A conference proposed by Thérèse Courau and Marie-Agnès Palaisi

On the occasion of the exhibition Liliana Porter, the game of reality. From the 1960s to todaythe Abattoirs invited Thérèse Courau and Marie-Agnès Palaisi to draw the “Sketch of a political map of feminist and queer art in Latin America”, the time of a Slaughterhouse Thursday.

Located on the border between symbolic struggles and social struggles, Latin American artistic productions – like the works of Liliana Porter – put the political stakes of art into perspective.

Many and numerous are the artists who, starting from a mise en abyme of the way in which representations construct our identities, our bodies and our affects, have displaced both socio-sexed imaginaries and the myths of creation.
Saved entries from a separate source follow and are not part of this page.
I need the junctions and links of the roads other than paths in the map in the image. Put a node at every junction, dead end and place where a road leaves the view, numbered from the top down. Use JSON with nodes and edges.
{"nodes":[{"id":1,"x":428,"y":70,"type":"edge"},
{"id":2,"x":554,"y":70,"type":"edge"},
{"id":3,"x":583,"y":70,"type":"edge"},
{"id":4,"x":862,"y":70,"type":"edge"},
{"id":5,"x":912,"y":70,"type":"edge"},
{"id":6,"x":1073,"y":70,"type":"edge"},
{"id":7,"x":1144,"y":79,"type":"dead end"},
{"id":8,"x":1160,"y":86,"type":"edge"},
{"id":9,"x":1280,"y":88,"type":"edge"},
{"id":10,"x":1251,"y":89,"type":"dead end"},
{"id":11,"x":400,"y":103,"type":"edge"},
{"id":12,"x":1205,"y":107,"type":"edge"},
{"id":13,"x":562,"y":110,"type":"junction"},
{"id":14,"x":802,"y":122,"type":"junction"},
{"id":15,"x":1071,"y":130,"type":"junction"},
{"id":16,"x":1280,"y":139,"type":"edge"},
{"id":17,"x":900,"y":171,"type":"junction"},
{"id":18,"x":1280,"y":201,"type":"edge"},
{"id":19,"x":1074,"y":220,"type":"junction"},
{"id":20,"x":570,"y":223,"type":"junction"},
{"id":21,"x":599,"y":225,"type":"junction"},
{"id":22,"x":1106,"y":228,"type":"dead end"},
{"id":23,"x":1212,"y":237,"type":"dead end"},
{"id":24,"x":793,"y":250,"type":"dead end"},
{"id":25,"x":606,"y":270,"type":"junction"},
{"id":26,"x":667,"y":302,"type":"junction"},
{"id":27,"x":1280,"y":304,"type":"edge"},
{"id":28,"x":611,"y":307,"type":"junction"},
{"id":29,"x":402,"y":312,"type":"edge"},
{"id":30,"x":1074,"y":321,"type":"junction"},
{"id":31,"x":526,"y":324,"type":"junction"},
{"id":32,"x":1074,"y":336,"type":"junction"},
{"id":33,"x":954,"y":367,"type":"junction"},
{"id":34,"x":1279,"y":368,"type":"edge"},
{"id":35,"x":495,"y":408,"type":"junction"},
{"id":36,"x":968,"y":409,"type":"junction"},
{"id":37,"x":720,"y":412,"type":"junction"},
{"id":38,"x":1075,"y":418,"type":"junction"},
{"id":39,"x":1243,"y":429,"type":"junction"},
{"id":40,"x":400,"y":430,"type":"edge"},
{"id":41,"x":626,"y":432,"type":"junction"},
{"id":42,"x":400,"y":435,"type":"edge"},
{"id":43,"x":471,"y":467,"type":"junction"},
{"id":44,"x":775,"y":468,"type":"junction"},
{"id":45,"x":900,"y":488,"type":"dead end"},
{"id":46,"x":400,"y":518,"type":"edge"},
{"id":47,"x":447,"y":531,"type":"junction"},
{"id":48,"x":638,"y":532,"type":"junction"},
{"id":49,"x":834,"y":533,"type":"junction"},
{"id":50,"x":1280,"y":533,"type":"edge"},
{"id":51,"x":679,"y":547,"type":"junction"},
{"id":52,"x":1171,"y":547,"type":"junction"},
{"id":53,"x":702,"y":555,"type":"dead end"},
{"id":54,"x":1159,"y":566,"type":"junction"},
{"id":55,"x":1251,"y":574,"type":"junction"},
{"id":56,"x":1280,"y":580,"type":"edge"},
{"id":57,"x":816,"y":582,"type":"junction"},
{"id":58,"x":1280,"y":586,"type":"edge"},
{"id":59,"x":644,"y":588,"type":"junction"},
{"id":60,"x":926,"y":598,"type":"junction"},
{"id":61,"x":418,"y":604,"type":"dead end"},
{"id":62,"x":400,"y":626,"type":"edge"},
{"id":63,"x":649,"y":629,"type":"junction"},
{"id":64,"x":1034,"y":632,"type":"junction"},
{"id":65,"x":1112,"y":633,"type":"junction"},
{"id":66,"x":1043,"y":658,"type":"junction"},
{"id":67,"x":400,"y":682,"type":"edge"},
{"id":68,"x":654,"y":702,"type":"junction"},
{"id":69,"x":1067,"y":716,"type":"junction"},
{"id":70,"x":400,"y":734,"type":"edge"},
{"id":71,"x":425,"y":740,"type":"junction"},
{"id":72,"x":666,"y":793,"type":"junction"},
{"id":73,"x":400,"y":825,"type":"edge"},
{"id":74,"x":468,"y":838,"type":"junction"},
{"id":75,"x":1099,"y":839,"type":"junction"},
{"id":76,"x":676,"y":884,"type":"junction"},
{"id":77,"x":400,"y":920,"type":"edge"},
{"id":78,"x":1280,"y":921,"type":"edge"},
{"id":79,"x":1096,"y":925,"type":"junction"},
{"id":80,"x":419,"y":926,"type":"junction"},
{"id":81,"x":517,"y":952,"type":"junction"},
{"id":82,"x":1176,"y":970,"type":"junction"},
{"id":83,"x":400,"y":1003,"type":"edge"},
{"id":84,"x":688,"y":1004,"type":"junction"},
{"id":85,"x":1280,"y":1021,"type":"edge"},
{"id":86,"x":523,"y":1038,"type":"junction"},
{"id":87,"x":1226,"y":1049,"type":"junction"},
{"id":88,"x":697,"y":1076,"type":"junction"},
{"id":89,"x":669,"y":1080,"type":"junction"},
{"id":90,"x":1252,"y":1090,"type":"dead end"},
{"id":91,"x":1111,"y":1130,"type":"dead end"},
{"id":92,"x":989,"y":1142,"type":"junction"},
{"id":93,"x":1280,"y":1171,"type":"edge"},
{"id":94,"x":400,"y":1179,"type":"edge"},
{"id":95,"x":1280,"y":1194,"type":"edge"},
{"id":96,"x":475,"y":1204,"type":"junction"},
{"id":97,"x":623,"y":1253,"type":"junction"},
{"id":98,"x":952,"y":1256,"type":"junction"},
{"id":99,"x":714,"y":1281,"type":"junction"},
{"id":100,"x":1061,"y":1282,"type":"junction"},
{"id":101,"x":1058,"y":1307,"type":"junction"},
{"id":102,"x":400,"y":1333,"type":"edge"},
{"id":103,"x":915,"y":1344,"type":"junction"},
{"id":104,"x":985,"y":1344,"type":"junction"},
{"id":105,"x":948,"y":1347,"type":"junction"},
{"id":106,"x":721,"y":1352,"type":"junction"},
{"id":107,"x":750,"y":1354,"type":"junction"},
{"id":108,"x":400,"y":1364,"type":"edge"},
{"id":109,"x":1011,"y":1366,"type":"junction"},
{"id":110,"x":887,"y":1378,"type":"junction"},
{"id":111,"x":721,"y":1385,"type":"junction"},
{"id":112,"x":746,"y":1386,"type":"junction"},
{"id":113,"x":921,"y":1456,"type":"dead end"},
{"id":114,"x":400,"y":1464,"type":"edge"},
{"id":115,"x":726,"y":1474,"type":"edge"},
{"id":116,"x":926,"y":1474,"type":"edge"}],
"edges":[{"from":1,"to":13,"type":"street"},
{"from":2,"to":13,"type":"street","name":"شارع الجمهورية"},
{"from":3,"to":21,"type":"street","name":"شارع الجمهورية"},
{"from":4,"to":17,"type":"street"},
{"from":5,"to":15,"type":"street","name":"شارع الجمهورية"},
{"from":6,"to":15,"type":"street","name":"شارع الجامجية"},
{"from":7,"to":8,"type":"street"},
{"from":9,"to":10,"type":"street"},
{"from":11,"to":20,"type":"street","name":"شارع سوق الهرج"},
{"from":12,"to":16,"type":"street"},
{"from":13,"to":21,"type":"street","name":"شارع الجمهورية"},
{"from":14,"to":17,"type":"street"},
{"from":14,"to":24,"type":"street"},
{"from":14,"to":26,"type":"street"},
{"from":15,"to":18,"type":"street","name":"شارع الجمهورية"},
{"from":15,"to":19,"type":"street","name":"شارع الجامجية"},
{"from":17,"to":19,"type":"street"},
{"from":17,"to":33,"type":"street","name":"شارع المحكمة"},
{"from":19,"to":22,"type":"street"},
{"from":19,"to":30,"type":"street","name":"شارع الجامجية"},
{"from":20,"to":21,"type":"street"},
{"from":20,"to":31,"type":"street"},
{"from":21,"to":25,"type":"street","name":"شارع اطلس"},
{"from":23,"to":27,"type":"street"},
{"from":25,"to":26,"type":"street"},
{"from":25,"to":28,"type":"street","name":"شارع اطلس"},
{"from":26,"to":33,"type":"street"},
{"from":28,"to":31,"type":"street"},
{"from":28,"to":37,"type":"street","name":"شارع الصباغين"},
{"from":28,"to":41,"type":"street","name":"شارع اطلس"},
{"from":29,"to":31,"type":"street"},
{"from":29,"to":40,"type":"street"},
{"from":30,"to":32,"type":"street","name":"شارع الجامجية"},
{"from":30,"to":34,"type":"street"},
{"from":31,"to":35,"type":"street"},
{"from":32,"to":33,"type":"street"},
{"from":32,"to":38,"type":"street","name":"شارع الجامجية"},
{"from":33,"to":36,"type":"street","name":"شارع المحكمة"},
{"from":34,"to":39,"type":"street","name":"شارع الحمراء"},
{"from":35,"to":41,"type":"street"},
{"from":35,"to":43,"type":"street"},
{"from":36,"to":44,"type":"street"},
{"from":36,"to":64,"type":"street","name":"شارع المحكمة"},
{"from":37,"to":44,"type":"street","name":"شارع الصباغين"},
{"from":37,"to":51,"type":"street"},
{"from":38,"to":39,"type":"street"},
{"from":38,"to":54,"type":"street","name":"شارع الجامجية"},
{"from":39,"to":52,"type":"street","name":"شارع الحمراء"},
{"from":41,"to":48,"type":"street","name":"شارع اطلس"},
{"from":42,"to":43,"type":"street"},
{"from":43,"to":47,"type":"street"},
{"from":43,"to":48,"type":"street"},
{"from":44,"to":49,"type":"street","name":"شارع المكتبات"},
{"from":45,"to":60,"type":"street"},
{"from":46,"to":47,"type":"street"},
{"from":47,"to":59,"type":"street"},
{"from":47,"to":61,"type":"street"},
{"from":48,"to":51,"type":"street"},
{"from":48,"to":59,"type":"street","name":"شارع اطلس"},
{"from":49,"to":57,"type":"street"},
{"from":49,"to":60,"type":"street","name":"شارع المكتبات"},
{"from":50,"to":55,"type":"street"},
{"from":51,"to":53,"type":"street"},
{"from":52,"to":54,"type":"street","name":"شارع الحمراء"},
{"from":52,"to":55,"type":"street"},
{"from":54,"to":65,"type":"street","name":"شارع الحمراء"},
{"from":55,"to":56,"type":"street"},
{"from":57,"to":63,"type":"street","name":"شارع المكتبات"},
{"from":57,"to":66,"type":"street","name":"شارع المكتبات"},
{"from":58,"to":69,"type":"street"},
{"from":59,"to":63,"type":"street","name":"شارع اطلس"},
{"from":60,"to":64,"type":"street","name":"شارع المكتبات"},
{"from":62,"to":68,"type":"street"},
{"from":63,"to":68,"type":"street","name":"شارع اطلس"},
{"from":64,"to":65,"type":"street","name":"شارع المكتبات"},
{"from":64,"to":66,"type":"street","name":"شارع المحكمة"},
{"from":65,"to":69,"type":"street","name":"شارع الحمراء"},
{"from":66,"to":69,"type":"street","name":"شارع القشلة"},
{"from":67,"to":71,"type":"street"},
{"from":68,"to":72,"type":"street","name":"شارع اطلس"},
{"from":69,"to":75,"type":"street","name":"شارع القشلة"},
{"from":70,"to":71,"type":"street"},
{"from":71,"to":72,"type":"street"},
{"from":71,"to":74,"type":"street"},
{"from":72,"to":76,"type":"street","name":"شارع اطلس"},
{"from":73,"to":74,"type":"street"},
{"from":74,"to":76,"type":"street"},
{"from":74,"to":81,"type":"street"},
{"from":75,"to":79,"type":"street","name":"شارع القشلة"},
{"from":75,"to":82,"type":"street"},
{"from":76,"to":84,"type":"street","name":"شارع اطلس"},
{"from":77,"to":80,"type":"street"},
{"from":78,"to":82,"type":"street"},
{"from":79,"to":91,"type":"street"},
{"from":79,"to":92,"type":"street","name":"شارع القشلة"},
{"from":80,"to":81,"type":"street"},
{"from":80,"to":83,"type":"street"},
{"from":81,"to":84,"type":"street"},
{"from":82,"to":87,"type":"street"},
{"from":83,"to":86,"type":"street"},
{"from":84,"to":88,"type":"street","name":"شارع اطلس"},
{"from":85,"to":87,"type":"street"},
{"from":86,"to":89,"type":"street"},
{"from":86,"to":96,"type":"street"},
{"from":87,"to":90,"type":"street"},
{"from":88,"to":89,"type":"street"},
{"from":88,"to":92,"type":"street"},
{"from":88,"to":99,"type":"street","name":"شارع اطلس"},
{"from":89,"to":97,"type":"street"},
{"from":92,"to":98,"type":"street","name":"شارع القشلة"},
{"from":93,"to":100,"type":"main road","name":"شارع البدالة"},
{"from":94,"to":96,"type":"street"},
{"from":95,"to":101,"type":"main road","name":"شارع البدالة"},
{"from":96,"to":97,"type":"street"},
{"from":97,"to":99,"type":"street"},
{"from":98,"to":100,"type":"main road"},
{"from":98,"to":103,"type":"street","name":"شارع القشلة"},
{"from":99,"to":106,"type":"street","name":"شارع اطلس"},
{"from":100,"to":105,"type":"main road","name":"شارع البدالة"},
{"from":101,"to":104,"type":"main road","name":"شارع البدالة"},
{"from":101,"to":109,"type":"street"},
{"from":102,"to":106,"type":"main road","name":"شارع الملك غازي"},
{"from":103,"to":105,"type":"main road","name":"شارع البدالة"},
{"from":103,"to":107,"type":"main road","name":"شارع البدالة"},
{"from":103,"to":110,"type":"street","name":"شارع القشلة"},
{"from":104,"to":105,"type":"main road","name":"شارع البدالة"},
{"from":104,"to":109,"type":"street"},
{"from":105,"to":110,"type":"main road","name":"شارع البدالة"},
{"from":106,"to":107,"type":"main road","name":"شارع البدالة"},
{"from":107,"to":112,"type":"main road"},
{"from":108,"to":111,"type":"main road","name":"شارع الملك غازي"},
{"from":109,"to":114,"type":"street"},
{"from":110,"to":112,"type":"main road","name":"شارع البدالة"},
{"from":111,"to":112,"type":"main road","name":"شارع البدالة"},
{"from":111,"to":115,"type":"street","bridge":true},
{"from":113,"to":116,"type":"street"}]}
Echoing the revision of the artistic fact to which the works of Liliana Porter invite us, this conference will aim to sketch a fragmentary cartography of feminist and queer art in Latin America.

Thérèse Courau and Marie-Agnès Palaisi are teacher-researchers at the University of Toulouse 2 Jean Jaurès and members of the Center for Iberian and Ibero-American Studies (CEIIBA) and of the ARPEGE network (Multidisciplinary Approaches to Gender). Their research focuses on feminist and gender-dissident literatures and arts in Latin America.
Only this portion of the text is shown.